Пьеса называлась «Старая зайчиха». Я предложил другой вариант — «Заяц. Love story». Все согласились.

«Зачем смотрел я ахинею эту?..»

— Были спектакли, когда зал оставался абсолютно глух к вашей с Дорошиной «love story»?

— Глух не был. Но были спектакли, когда мы друг друга вытягивали. Некоторые люди говорили, мол, что это за примитив такой, а подайте-ка нам что-нибудь из светской жизни!.. Вот пусть идут и смотрят Оффенбаха! А эту историю надо внимательно слушать. После спектакля никто не уходит, посмотрев всю эту… фигню... Появилась рецензия Инны Вишневской. Она пишет: «Как нужен этот спектакль на фоне изобретательных режиссерских изысков, которые ломают пьесам хребты…»

— Но ведь в том же «Современ­нике» немало хребтов поломали. И Шекспиру, и Остров­скому. Да только вас почему-то на помощь не зовут молодые режиссеры-травматологи. Не доверяют разве?

— Я не видел в нашем театре ни «Грозу», ни «Антония...». Посмотрел относительно недавний спектакль «Полет черной ласточки» — об «отце народов». И посмел сказать Игорю Кваше: «Старик, дочь Сталина когда-то считала, что есть на свете только один артист, который больше других похож на Иосифа Виссарионовича, — это ты… Так вот… Очень хорошо, что она не видела твой спектакль…» Кваша обиделся!

— Я думаю!

— Но никто из молодых «экспериментаторов» удочку мне не закидывает. Хотя и сам знаю, что мог бы приплыть к ним… в ведро. У Римаса Туминаса должен был играть «Пляску смерти». Не состоялось. И в «Горе от ума» (этот спектакль Туминас выпускает в нашем театре) не занят. Хотя при встрече я прочитал Римасу эпиграмму про «Горе». Ему понравилось, сказал: надо бы вставить в программку. «Зачем смотрел я ахинею эту? Где был мой посох, где моя сума? Как началось, я закричал: «Карету!» И раньше Чацкого сошел с ума!» Но это безотносительно к спектаклю «Современника». Это о спектакле Плучека в Театре сатиры. Когда-то мы были с Галиной Борисовной в Прибалтике в санатории «Сосны». Вдруг в лифте спускается Плучек с женой и бросается на меня: «Как вы могли такое написать! Я не дурак! Я не дурак!» Потом возникло иное озарение на тему «Горя». «Зачем напрасно тратить в споре миллион терзаний на пустяк? Отсутствие ума — не горе. Сам постановщик был дурак!»

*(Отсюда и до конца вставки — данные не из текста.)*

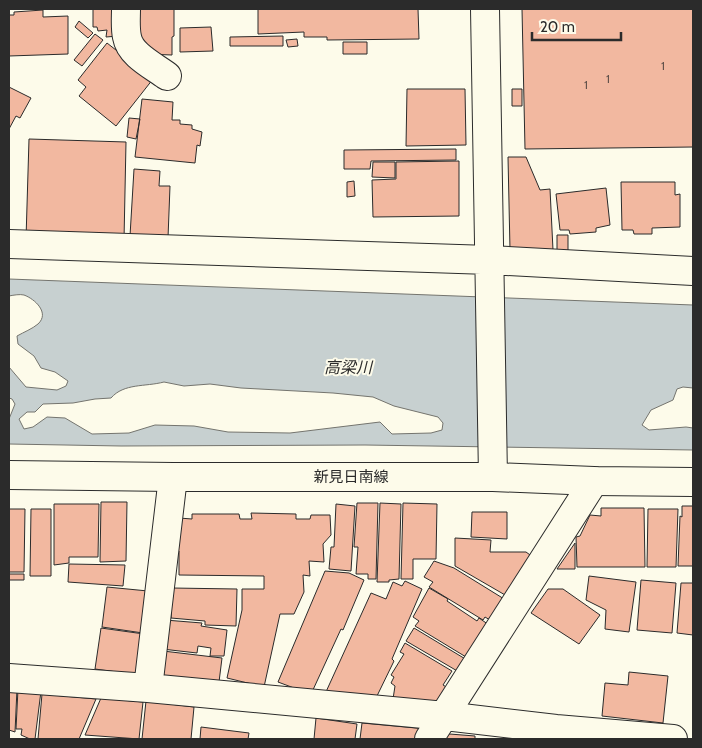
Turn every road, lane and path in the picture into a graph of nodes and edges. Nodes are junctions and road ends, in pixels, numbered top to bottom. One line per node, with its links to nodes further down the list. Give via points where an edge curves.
1 (126, 9): 3 (street, via 127,39 131,47)
2 (485, 9): 5 (street)
3 (167, 76)
4 (9, 244): 5 (street)
5 (489, 260): 6 (street); 9 (street)
6 (693, 271)
7 (9, 475): 8 (street, 新見日南線)
8 (173, 477): 9 (street, 新見日南線); 13 (street)
9 (493, 477): 10 (street, 新見日南線)
10 (594, 481): 11 (street, 新見日南線); 14 (street)
11 (693, 482)
12 (9, 678): 13 (street)
13 (148, 688): 14 (street)
14 (445, 716): 15 (street); 16 (street)
15 (429, 739)
16 (673, 739)

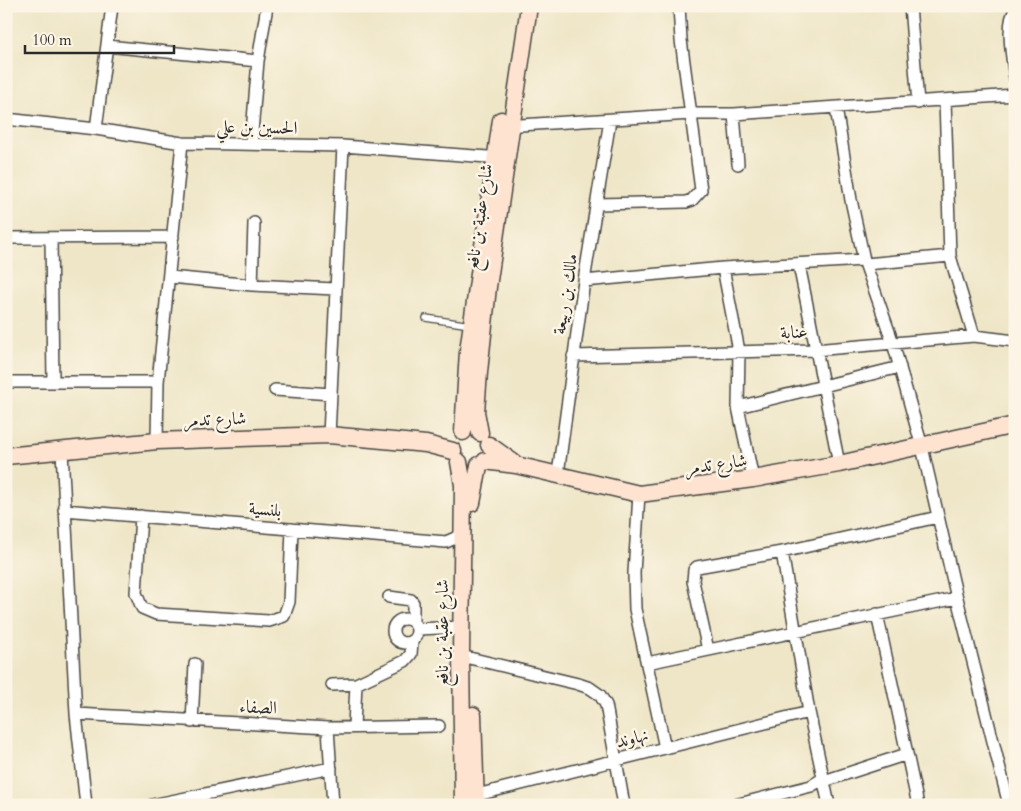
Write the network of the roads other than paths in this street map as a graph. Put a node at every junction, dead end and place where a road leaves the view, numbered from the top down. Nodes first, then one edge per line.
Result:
1 (112, 6) edge
2 (268, 6) edge
3 (517, 6) edge
4 (529, 6) edge
5 (679, 6) edge
6 (910, 6) edge
7 (1015, 11) edge
8 (107, 46) junction
9 (258, 61) junction
10 (1015, 79) edge
11 (1015, 95) edge
12 (945, 100) junction
13 (918, 103) junction
14 (836, 108) junction
15 (691, 114) junction
16 (734, 114) junction
17 (6, 119) edge
18 (610, 120) junction
19 (506, 126) junction
20 (96, 129) junction
21 (182, 143) junction
22 (251, 144) junction
23 (343, 146) junction
24 (501, 158) junction
25 (738, 164) dead end
26 (597, 204) junction
27 (254, 223) dead end
28 (173, 237) junction
29 (6, 238) edge
30 (51, 238) junction
31 (950, 256) junction
32 (865, 262) junction
33 (799, 265) junction
34 (723, 268) junction
35 (170, 277) junction
36 (584, 281) junction
37 (252, 285) junction
38 (335, 289) junction
39 (426, 318) dead end
40 (472, 326) junction
41 (974, 336) junction
42 (1015, 341) edge
43 (893, 343) junction
44 (814, 350) junction
45 (739, 351) junction
46 (573, 356) junction
47 (900, 367) junction
48 (54, 380) junction
49 (6, 382) edge
50 (158, 382) junction
51 (822, 386) junction
52 (275, 390) dead end
53 (331, 394) junction
54 (738, 407) junction
55 (1015, 425) edge
56 (329, 435) junction
57 (157, 441) junction
58 (457, 446) junction
59 (922, 447) junction
60 (62, 451) junction
61 (483, 451) junction
62 (6, 456) edge
63 (838, 464) junction
64 (558, 474) junction
65 (753, 479) junction
66 (638, 494) junction
67 (64, 510) junction
68 (140, 516) junction
69 (938, 517) junction
70 (292, 529) junction
71 (462, 535) junction
72 (782, 552) junction
73 (389, 597) dead end
74 (956, 598) junction
75 (877, 614) junction
76 (415, 625) junction
77 (462, 627) junction
78 (795, 632) junction
79 (412, 642) junction
80 (708, 650) junction
81 (467, 657) junction
82 (647, 663) junction
83 (195, 664) dead end
84 (332, 684) dead end
85 (356, 684) junction
86 (809, 712) junction
87 (76, 714) junction
88 (192, 722) junction
89 (354, 726) junction
90 (439, 726) dead end
91 (328, 728) junction
92 (665, 748) junction
93 (907, 754) junction
94 (615, 760) junction
95 (330, 768) junction
96 (824, 779) junction
97 (469, 801) edge
98 (86, 805) edge
99 (152, 805) edge
100 (332, 805) edge
101 (624, 805) edge
102 (735, 805) edge
103 (829, 805) edge
104 (918, 805) edge
105 (1009, 805) edge

1 - 8 street
2 - 9 street
3 - 19 street, شارع عقبة بن نافع
4 - 19 street, شارع عقبة بن نافع
5 - 15 street
6 - 13 street
7 - 10 street
8 - 9 street
8 - 20 street
9 - 22 street
11 - 12 street
12 - 13 street
12 - 31 street
13 - 14 street
14 - 16 street
14 - 32 street
15 - 16 street
15 - 18 street
15 - 26 street
16 - 25 street
17 - 20 street, الحسين بن علي
18 - 19 street
18 - 26 street, مالك بن ربيعة
19 - 24 street, شارع عقبة بن نافع
20 - 21 street, الحسين بن علي
21 - 22 street, الحسين بن علي
21 - 28 street
22 - 23 street, الحسين بن علي
23 - 24 street, الحسين بن علي
23 - 38 street
24 - 40 street, شارع عقبة بن نافع
24 - 61 street, شارع عقبة بن نافع
26 - 36 street, مالك بن ربيعة
27 - 37 street
28 - 30 street
28 - 35 street
29 - 30 street
30 - 48 street
31 - 32 street
31 - 41 street
32 - 33 street
32 - 43 street
33 - 34 street
33 - 44 street
34 - 36 street
34 - 45 street
35 - 37 street
35 - 50 street
36 - 46 street, مالك بن ربيعة
37 - 38 street
38 - 53 street
39 - 40 lane
40 - 58 street, شارع عقبة بن نافع
41 - 42 street, عنابة
41 - 43 street, عنابة
43 - 44 street, عنابة
43 - 47 street
44 - 45 street, عنابة
44 - 51 street
45 - 46 street, عنابة
45 - 54 street
46 - 64 street, مالك بن ربيعة
47 - 51 street
47 - 59 street
48 - 49 street
48 - 50 street
50 - 57 street
51 - 54 street
51 - 63 street
52 - 53 street
53 - 56 street
54 - 65 street
55 - 59 street, شارع تدمر
56 - 57 street, شارع تدمر
56 - 58 street, شارع تدمر
57 - 60 street, شارع تدمر
58 - 61 street
58 - 61 street
58 - 71 street, شارع عقبة بن نافع
59 - 63 street, شارع تدمر
59 - 69 street
60 - 62 street, شارع تدمر
60 - 67 street
61 - 64 street, شارع تدمر
61 - 81 street, شارع عقبة بن نافع
63 - 65 street, شارع تدمر
64 - 66 street, شارع تدمر
65 - 66 street, شارع تدمر
66 - 82 street
67 - 68 street, بلنسية
67 - 87 street
68 - 70 street, بلنسية
68 - 70 street
69 - 72 street
69 - 74 street
70 - 71 street, بلنسية
71 - 77 street, شارع عقبة بن نافع
72 - 78 street
72 - 80 street
73 - 76 street
74 - 75 street
74 - 105 street
75 - 78 street
75 - 93 street
76 - 77 street
76 - 79 street
76 - 79 street
77 - 81 street, شارع عقبة بن نافع
78 - 80 street
78 - 86 street
79 - 85 street
80 - 82 street
81 - 94 street
81 - 97 street, شارع عقبة بن نافع
82 - 92 street
83 - 88 street
84 - 85 street
85 - 89 street
86 - 92 street, نهاوند
86 - 96 street
87 - 88 street, الصفاء
87 - 98 street
88 - 91 street, الصفاء
89 - 90 street, الصفاء
89 - 91 street, الصفاء
91 - 95 street
92 - 94 street, نهاوند
93 - 96 street
93 - 104 street
94 - 97 street, نهاوند
94 - 101 street
95 - 99 street
95 - 100 street
96 - 102 street
96 - 103 street

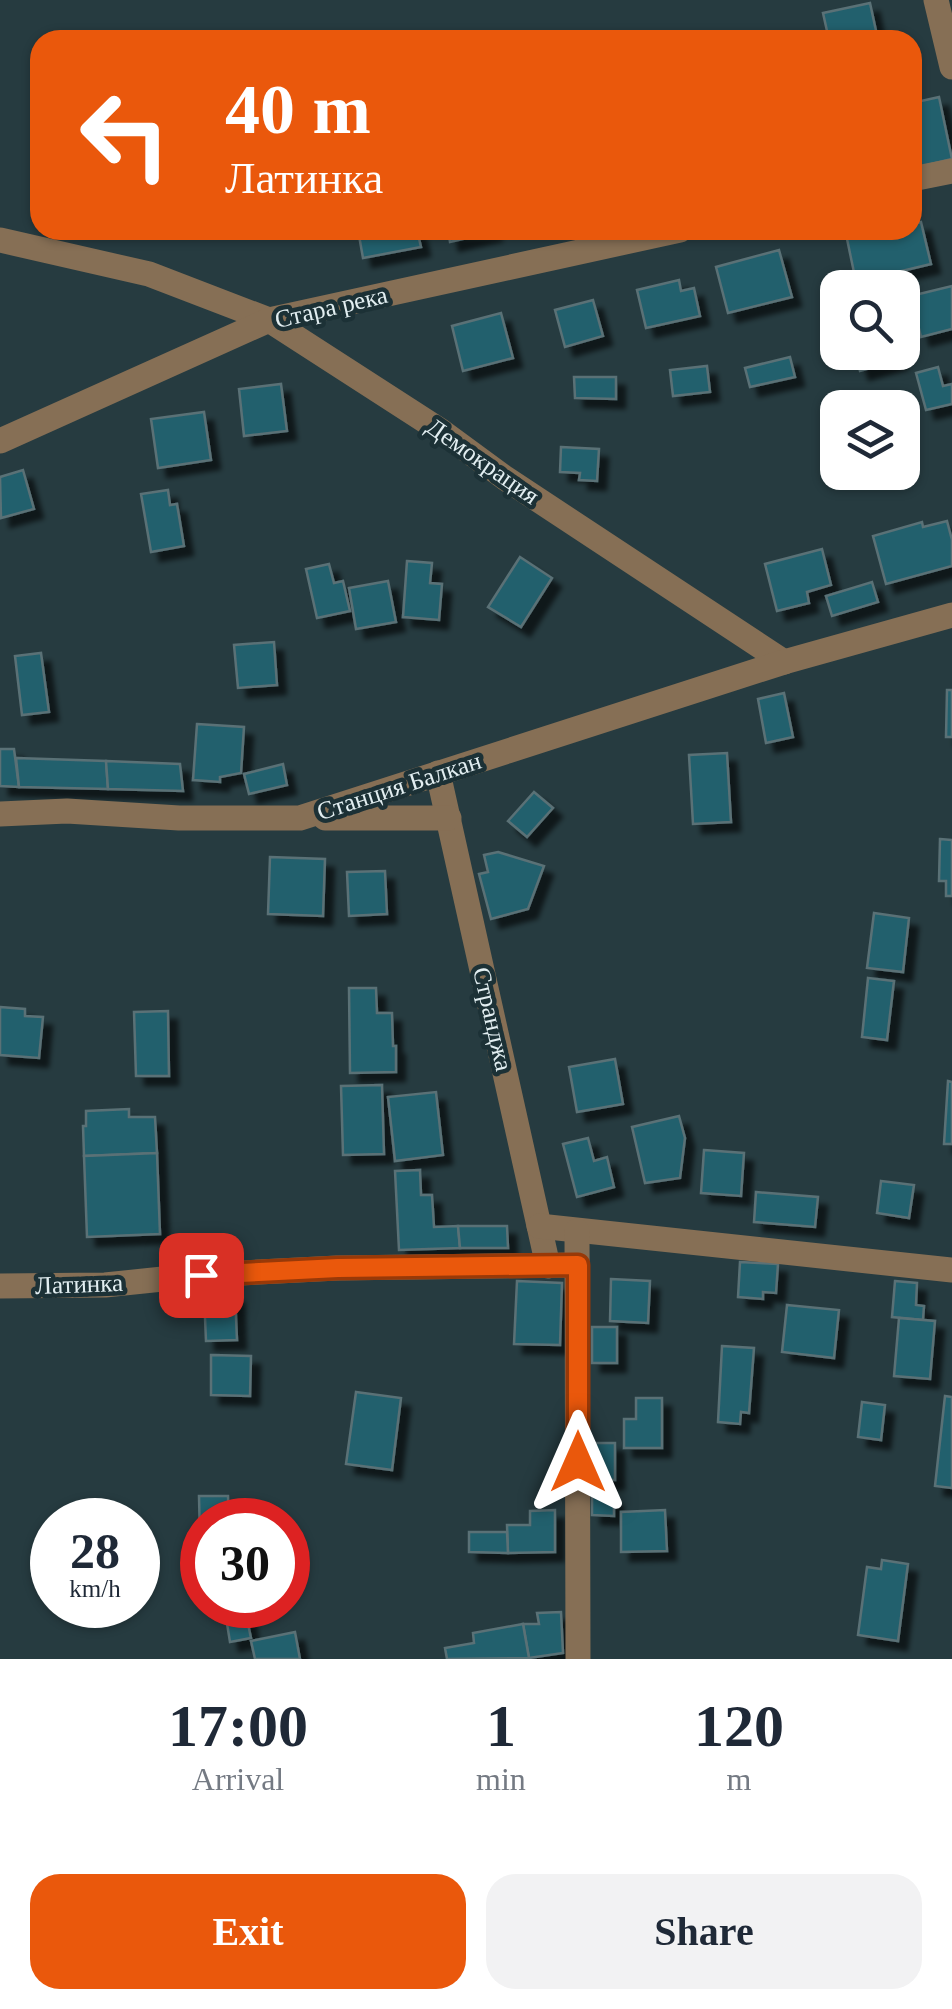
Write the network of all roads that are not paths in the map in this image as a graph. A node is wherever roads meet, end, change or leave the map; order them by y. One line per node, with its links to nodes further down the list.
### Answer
1 (936, 0): 2 (street)
2 (952, 67)
3 (952, 170): 4 (street)
4 (922, 177)
5 (0, 240): 7 (street, Демокрация)
6 (634, 240): 7 (street, Стара река)
7 (269, 320): 8 (street, Стара река); 10 (street, Демокрация)
8 (0, 441)
9 (952, 614): 10 (street)
10 (784, 662): 11 (street, Станция Балкан)
11 (438, 773): 13 (street, Станция Балкан); 14 (street, Странджа)
12 (0, 814): 13 (street, Станция Балкан)
13 (300, 818): 14 (street)
14 (448, 818): 15 (street, Странджа)
15 (540, 1226): 16 (street); 18 (street, Странджа)
16 (577, 1231): 17 (street); 19 (street)
17 (578, 1265): 18 (street, Латинка); 21 (street)
18 (548, 1266): 20 (street, Латинка)
19 (952, 1270)
20 (0, 1286)
21 (578, 1659)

Хотя жалею, что не занят у Туминаса. Он ерундой не занимается. Он не только прибалтийский, он — европейский режиссер.

— Что вы хотите сказать: прибалтийский — значит «желчный», «антирусский»?

— «Прибалтийский» — в том плане, что вот «мы такие маленькие, а потом как докажем!» Маленькие, но, дескать, мы «перестраиваемся!» И все это от усилий доказать, что «мы уже не маленькие!» Черт его знает, может, они такие гениально-ущербные, вот только мы не можем это осознать? Вы это тоже пишете?..

— Валентин Иосифович, совсем недавно вы Фирса сыграли в «Вишневом саде». Причем, говорят, даже Париж на ушах стоял, когда вы выходили на сцену. Увидели Париж — и покорили, значит?

— Я играл в «Вишневом», когда мне было лет 35. Тогда в спектакле «Современника» была занята Таня Лаврова (Раневская). А Лопахина играл Фролов. Вот сейчас вспомнил Лопахина — и сразу о Высоцком подумал... Он грандиозно играл на Таганке! И Женю Урбанского вспомнил, моего однокурсника. Он еще студентом тоже играл потрясающе, неистово. И великий Евгений Евстигнеев у Трушкина фантастически играл, но уже Фирса (это вообще лучший спектакль Леонида Трушкина и Тани Ицыкович). У нас в театре один актер, который играл Фирса, умер. А у другого артиста на этой же роли — рак горла… Вот и предложили войти в «Вишневый сад» Галины Волчек — это редакция 1997 года. А мне всегда нравилась эта маленькая роль старенького человека.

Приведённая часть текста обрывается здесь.